* Work task
Bring together all lines from the listing below that contain the string "result".
---------- Information shown
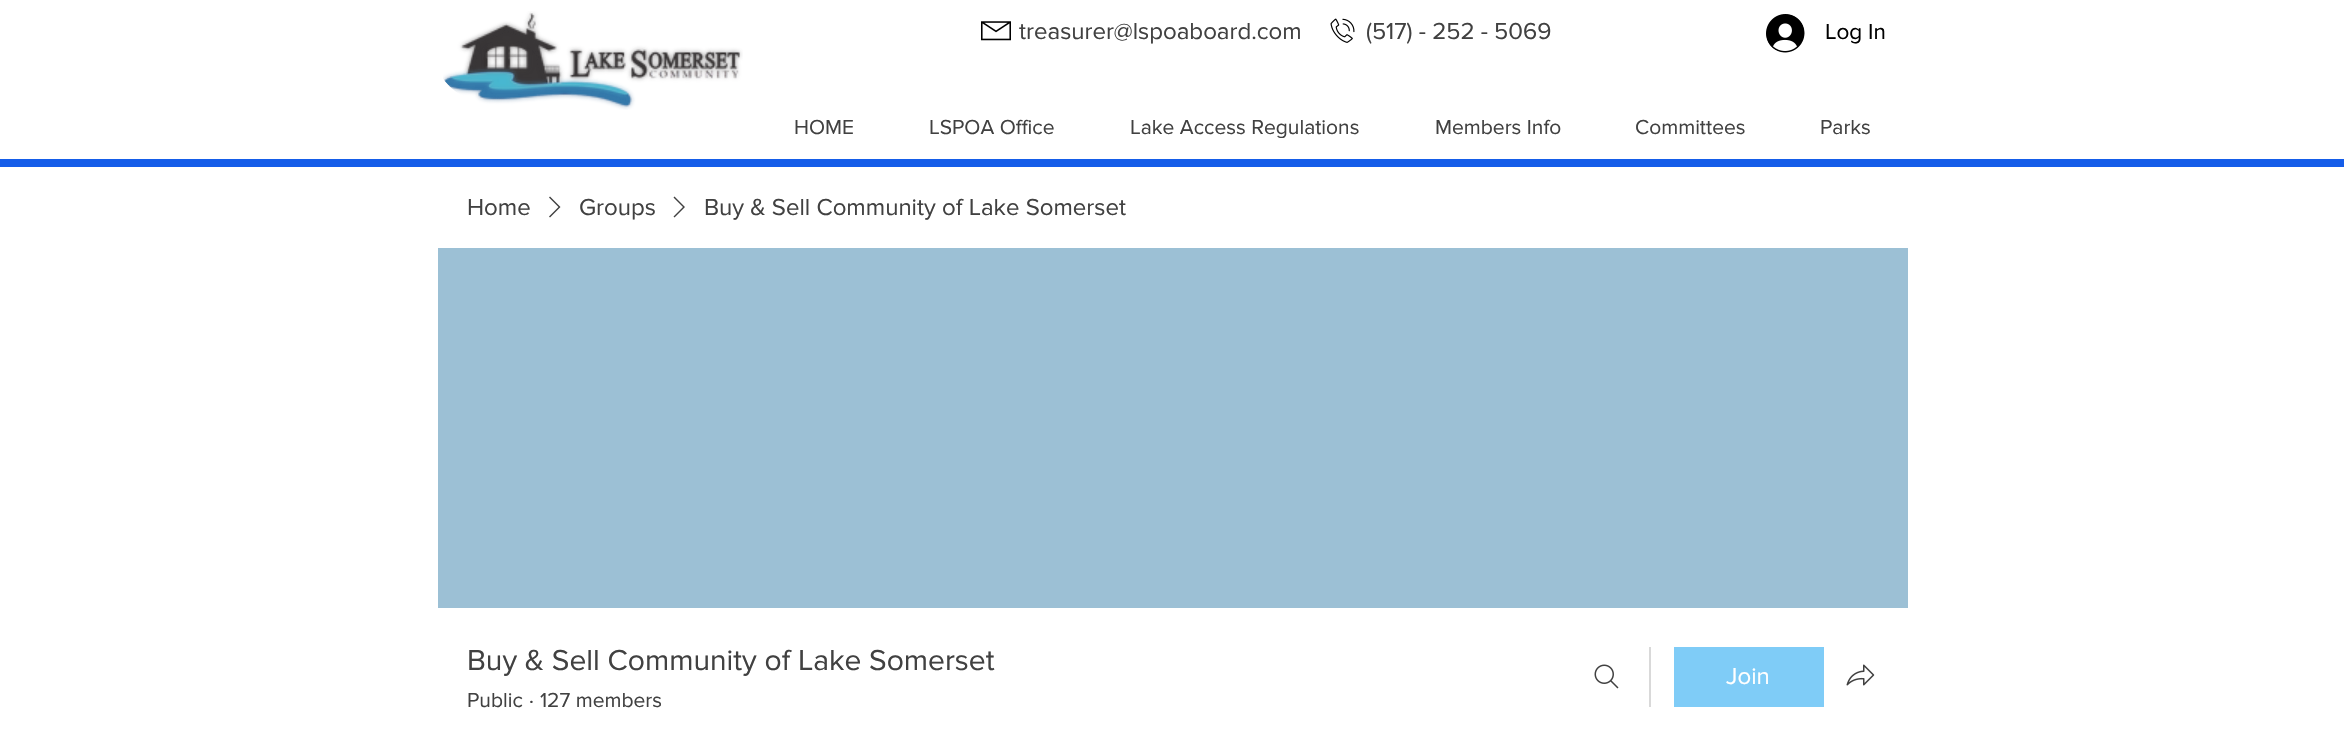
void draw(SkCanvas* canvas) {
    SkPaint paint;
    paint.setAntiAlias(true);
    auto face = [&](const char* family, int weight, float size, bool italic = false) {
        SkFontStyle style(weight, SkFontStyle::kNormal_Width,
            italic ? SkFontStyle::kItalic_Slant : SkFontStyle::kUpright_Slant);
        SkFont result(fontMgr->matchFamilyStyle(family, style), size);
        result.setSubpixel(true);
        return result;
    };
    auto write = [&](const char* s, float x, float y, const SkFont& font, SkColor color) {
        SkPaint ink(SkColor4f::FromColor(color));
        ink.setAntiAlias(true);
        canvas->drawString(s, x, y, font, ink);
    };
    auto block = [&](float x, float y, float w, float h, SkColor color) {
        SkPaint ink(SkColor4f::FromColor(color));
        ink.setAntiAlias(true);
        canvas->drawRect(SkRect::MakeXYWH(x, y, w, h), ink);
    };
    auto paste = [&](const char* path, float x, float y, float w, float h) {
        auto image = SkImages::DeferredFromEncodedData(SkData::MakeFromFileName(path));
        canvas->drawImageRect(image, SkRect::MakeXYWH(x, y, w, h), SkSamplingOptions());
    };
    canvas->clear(SK_ColorWHITE);
    paste("pic1.png", 443, 11, 300, 99);
    paste("pic2.png", 981, 21, 30, 20);
    auto kFont1 = face("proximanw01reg", 400, 24);
    write("treasurer@lspoaboard.com", 1019, 39, kFont1, SkColorSetRGB(65, 65, 65));
    paste("pic3.png", 1330, 18, 25, 25);
    write("(517) - 252 - 5069", 1366, 39, kFont1, SkColorSetRGB(65, 65, 65));
    paste("pic4.png", 1766, 14, 39, 39);
    auto kFont2 = face("proximanw01reg", 400, 22.5f);
    write("Log In", 1825, 39, kFont2, SK_ColorBLACK);
    auto kFont3 = face("proximanw01reg", 400, 21);
    write("HOME", 794, 134, kFont3, SkColorSetRGB(65, 65, 65));
    write("LSPOA Office", 929, 134, kFont3, SkColorSetRGB(65, 65, 65));
    write("Lake Access Regulations", 1130, 134, kFont3, SkColorSetRGB(65, 65, 65));
    write("Members Info", 1435, 134, kFont3, SkColorSetRGB(65, 65, 65));
    write("Committees", 1635, 134, kFont3, SkColorSetRGB(65, 65, 65));
    write("Parks", 1820, 134, kFont3, SkColorSetRGB(65, 65, 65));
    block(0, 159, 2344, 8, SkColorSetRGB(21, 93, 233));
    write("Home", 467, 215, kFont1, SkColorSetRGB(65, 65, 65));
    paint.setColor(SkColorSetRGB(65, 65, 65));
    canvas->drawPath(SkPathBuilder(SkPathFillType::kEvenOdd).moveTo(550, 196.5f).lineTo(560.5f, 207).lineTo(550, 217.5f).lineTo(549, 216.5f).lineTo(558.5f, 207).lineTo(549, 197.5f).close().detach(), paint);
    write("Groups", 579, 215, kFont1, SkColorSetRGB(65, 65, 65));
    canvas->drawPath(SkPathBuilder(SkPathFillType::kEvenOdd).moveTo(674.5f, 196.5f).lineTo(685, 207).lineTo(674.5f, 217.5f).lineTo(673.5f, 216.5f).lineTo(683, 207).lineTo(673.5f, 197.5f).close().detach(), paint);
    write("Buy & Sell Community of Lake Somerset", 704, 215, kFont1, SkColorSetRGB(65, 65, 65));
    block(438, 248, 1470, 360, SkColorSetRGB(156, 192, 213));
    auto kFont4 = face("proximanw01reg", 400, 30);
    write("Buy & Sell Community of Lake Somerset", 467, 670, kFont4, SkColorSetRGB(65, 65, 65));
    write("Public", 467, 707, kFont3, SkColorSetRGB(65, 65, 65));
    write("·", 529, 707, kFont3, SkColorSetRGB(65, 65, 65));
    write("127 members", 540, 707, kFont3, SkColorSetRGB(65, 65, 65));
    paste("pic5.png", 1594, 664, 25, 25);
    block(1649, 647, 2, 60, SkColorSetRGB(217, 217, 217));
    block(1674, 647, 150, 60, SkColorSetRGB(127, 204, 247));
    write("Join", 1726, 684, kFont1, SK_ColorWHITE);
    paste("pic6.png", 1846, 664, 29, 22);
}
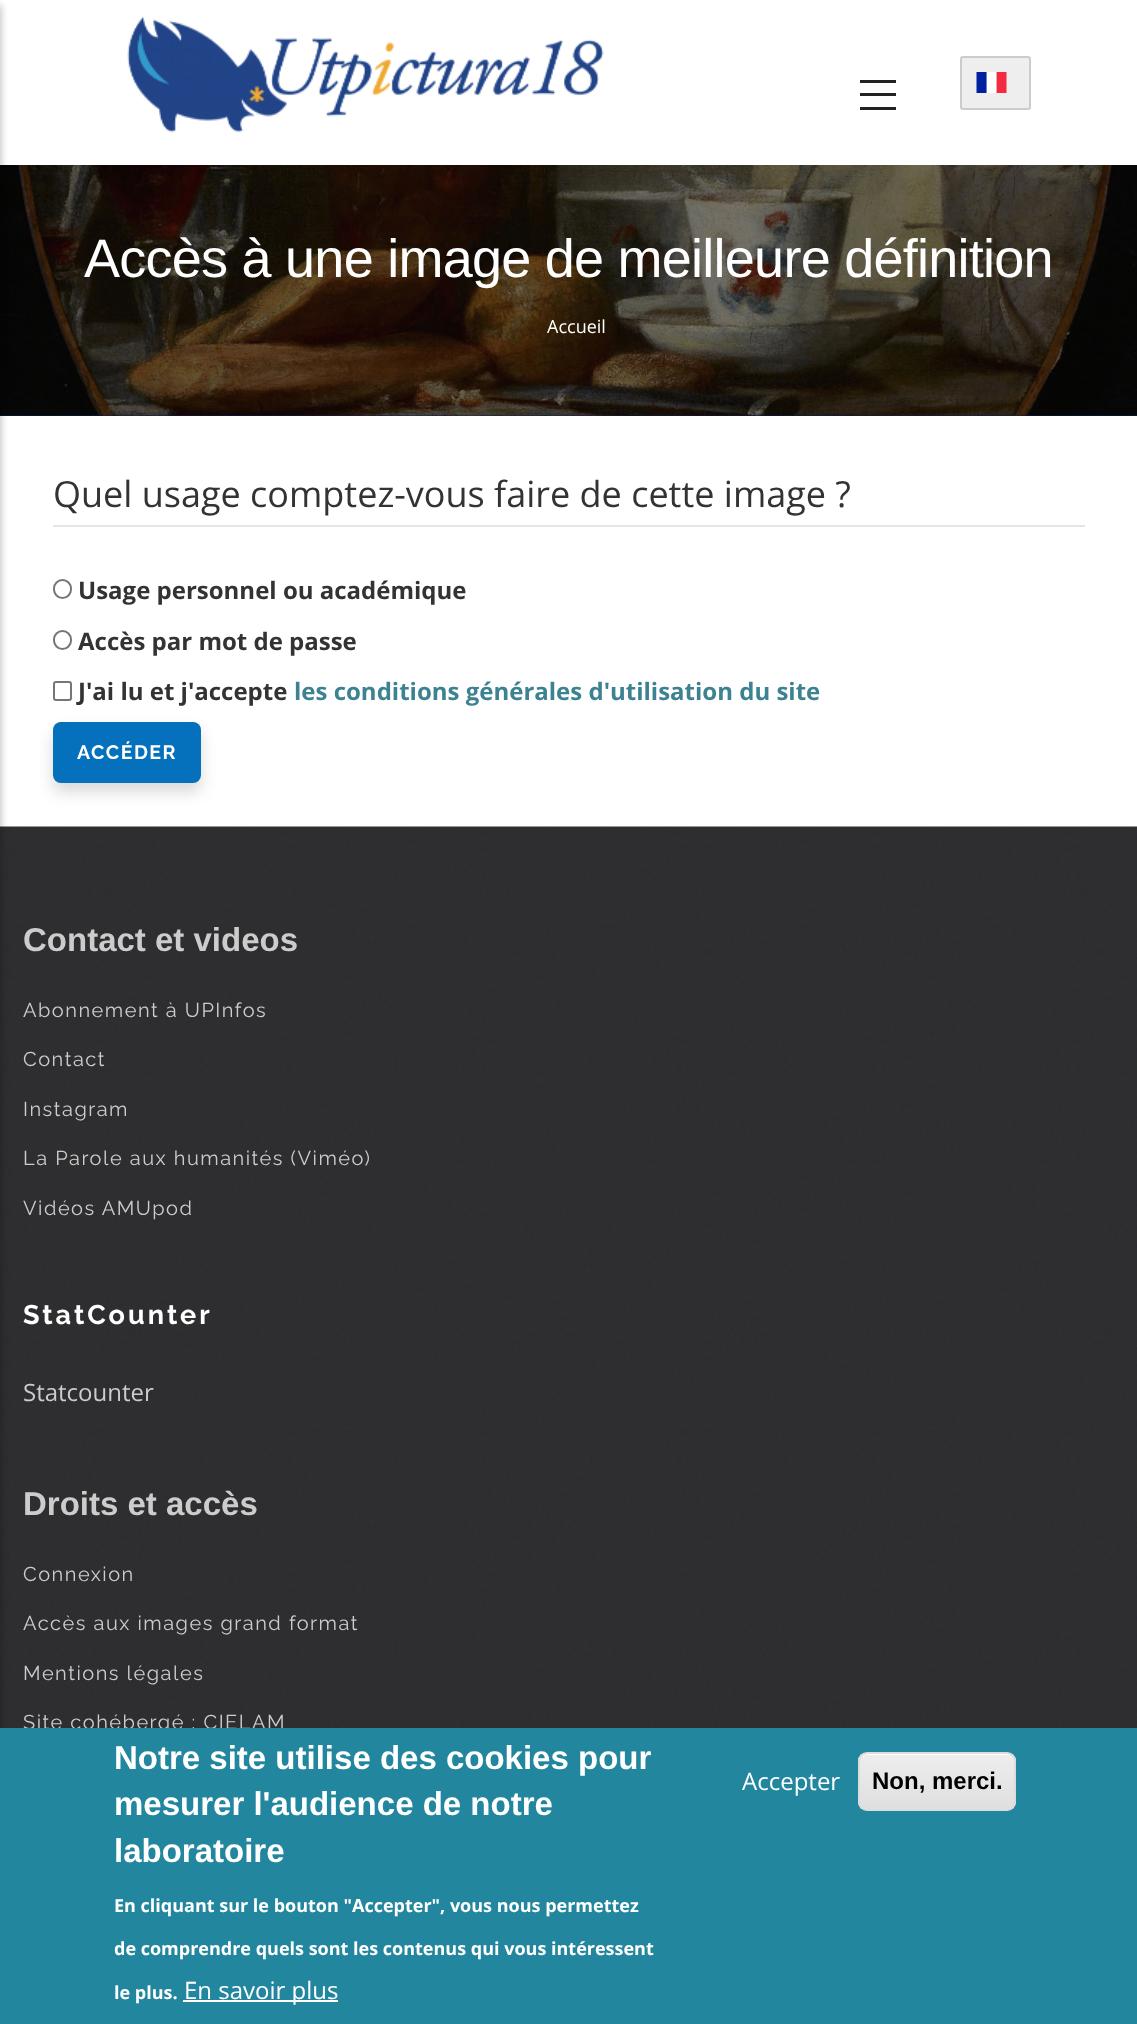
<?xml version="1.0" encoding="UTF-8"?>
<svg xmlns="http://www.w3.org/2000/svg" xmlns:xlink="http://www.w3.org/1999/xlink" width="1137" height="2024">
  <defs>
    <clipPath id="clip1"><rect x="858" y="1752" width="158" height="59" rx="9" /></clipPath>
    <linearGradient id="g1" gradientUnits="userSpaceOnUse" x1="937" y1="1754" x2="937" y2="1809"><stop offset="0.05" stop-color="#ededed" /><stop offset="1" stop-color="#dfdfdf" /></linearGradient>
  </defs>
  <rect width="100%" height="100%" fill="#ffffff" />
  <rect y="415" width="1137" height="1" fill="#01205a" />
  <image x="0" y="165" width="1137" height="251" xlink:href="image3.png" />
  <image x="0" y="826" width="1137" height="902" xlink:href="image4.png" />
  <rect x="-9" y="5" width="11" height="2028" fill="#000000" fill-opacity="0.2" filter="blur(3px)" />
  <rect x="860" y="80" width="36" height="3" fill="#222222" />
  <rect x="860" y="93" width="36" height="3" fill="#222222" />
  <rect x="860" y="107" width="36" height="3" fill="#222222" />
  <image x="127" y="16" width="477" height="117" xlink:href="image1.png" />
  <rect x="961" y="57" width="69" height="52" rx="2" fill="#eeeeee" stroke="#cccccc" stroke-width="2" />
  <image x="976" y="72" width="31" height="21" xlink:href="image2.png" />
  <rect x="53" y="525" width="1032" height="2" fill="#e5e5e5" />
  <rect x="54" y="580" width="17" height="18" rx="8.5" fill="none" stroke="#767676" stroke-width="2" />
  <rect x="54" y="631" width="17" height="18" rx="8.5" fill="none" stroke="#767676" stroke-width="2" />
  <rect x="54" y="682" width="17" height="18" rx="2" fill="none" stroke="#767676" stroke-width="2" />
  <rect x="53" y="731" width="148" height="61" rx="8" fill="#000000" fill-opacity="0.15" filter="blur(7.5px)" />
  <rect x="53" y="722" width="148" height="61" rx="8" fill="#0570bb" />
  <text x="84" y="277" style="font-family: Liberation Sans; font-size: 54px; letter-spacing: -0.75px; fill: #ffffff">Accès à une image de meilleure définition</text>
  <text x="547" y="333" style="font-family: Open Sans; font-size: 18px; fill: #ffffff">Accueil</text>
  <text x="53" y="507" style="font-family: Open Sans; font-size: 36px; fill: #333333">Quel usage comptez-vous faire de cette image ?</text>
  <text x="78" y="599" style="font-family: Open Sans; font-size: 24px; font-weight: bold; fill: #333333">Usage personnel ou académique</text>
  <text x="78" y="650" style="font-family: Open Sans; font-size: 24px; font-weight: bold; fill: #333333">Accès par mot de passe</text>
  <text x="78" y="700" style="font-family: Open Sans; font-size: 24px; font-weight: bold; fill: #333333">J'ai lu et j'accepte</text>
  <text x="294" y="700" style="font-family: Open Sans; font-size: 24px; font-weight: bold; fill: #3d8291">les conditions générales d'utilisation du site</text>
  <text x="77" y="759" style="font-family: Raleway; font-size: 19.5px; font-weight: bold; letter-spacing: 1.5px; fill: #ffffff">ACCÉDER</text>
  <text x="23" y="951" style="font-family: Liberation Sans; font-size: 33px; font-weight: bold; fill: #cccccc">Contact et videos</text>
  <text x="23" y="1017" style="font-family: Raleway; font-size: 20px; letter-spacing: 1.5px; fill: #cccccc">Abonnement à UPInfos</text>
  <text x="23" y="1066" style="font-family: Raleway; font-size: 20px; letter-spacing: 1.5px; fill: #cccccc">Contact</text>
  <text x="23" y="1116" style="font-family: Raleway; font-size: 20px; letter-spacing: 1.5px; fill: #cccccc">Instagram</text>
  <text x="23" y="1165" style="font-family: Raleway; font-size: 20px; letter-spacing: 1.5px; fill: #cccccc">La Parole aux humanités (Viméo)</text>
  <text x="23" y="1215" style="font-family: Raleway; font-size: 20px; letter-spacing: 1.5px; fill: #cccccc">Vidéos AMUpod</text>
  <text x="23" y="1324" style="font-family: Raleway; font-size: 27px; font-weight: bold; letter-spacing: 3px; fill: #ffffff">StatCounter</text>
  <text x="23" y="1401" style="font-family: Open Sans; font-size: 24px; fill: #cccccc">Statcounter</text>
  <text x="23" y="1515" style="font-family: Liberation Sans; font-size: 33px; font-weight: bold; fill: #cccccc">Droits et accès</text>
  <text x="23" y="1581" style="font-family: Raleway; font-size: 20px; letter-spacing: 1.5px; fill: #cccccc">Connexion</text>
  <text x="23" y="1630" style="font-family: Raleway; font-size: 20px; letter-spacing: 1.5px; fill: #cccccc">Accès aux images grand format</text>
  <text x="23" y="1680" style="font-family: Raleway; font-size: 20px; letter-spacing: 1.5px; fill: #cccccc">Mentions légales</text>
  <text x="23" y="1729" style="font-family: Raleway; font-size: 20px; letter-spacing: 1.5px; fill: #cccccc">Site cohébergé : CIELAM</text>
  <rect y="1728" width="1137" height="296" fill="#22879e" />
  <text x="114" y="1769" style="font-family: Liberation Sans; font-size: 33px; font-weight: bold; fill: #ffffff">Notre site utilise des cookies pour</text>
  <text x="114" y="1815" style="font-family: Liberation Sans; font-size: 33px; font-weight: bold; fill: #ffffff">mesurer l'audience de notre</text>
  <text x="114" y="1862" style="font-family: Liberation Sans; font-size: 33px; font-weight: bold; fill: #ffffff">laboratoire</text>
  <text x="114" y="1912" style="font-family: Open Sans; font-size: 18px; font-weight: bold; fill: #ffffff">En cliquant sur le bouton "Accepter", vous nous permettez</text>
  <text x="114" y="1955" style="font-family: Open Sans; font-size: 18px; font-weight: bold; fill: #ffffff">de comprendre quels sont les contenus qui vous intéressent</text>
  <text x="114" y="1999" style="font-family: Open Sans; font-size: 18px; font-weight: bold; fill: #ffffff">le plus.</text>
  <rect x="183" y="2000" width="155" height="2" fill="#ffffff" />
  <text x="184" y="1999" style="font-family: Open Sans; font-size: 24px; fill: #ffffff">En savoir plus</text>
  <text x="742" y="1790" style="font-family: Open Sans; font-size: 24px; fill: #ffffff">Accepter</text>
  <g clip-path="url(#clip1)">
    <rect x="858" y="1754" width="158" height="55" fill="url(#g1)" />
  </g>
  <path d="M 867 1755 h 139 c 5 0 8 3 8 7 c 0 -4 -4 -8 -8 -8 h -138 c -4 0 -8 4 -8 8 c 0 -4 3 -7 7 -7 z" fill="#ffffff" />
  <rect x="859" y="1753" width="156" height="57" rx="8" fill="none" stroke="#dcdcdc" stroke-width="2" />
  <text x="872" y="1789" style="font-family: Liberation Sans; font-size: 24px; font-weight: bold; fill: #000000">Non, merci.</text>
</svg>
--------------------
* Answer space
        SkFont result(fontMgr->matchFamilyStyle(family, style), size);
        result.setSubpixel(true);
        return result;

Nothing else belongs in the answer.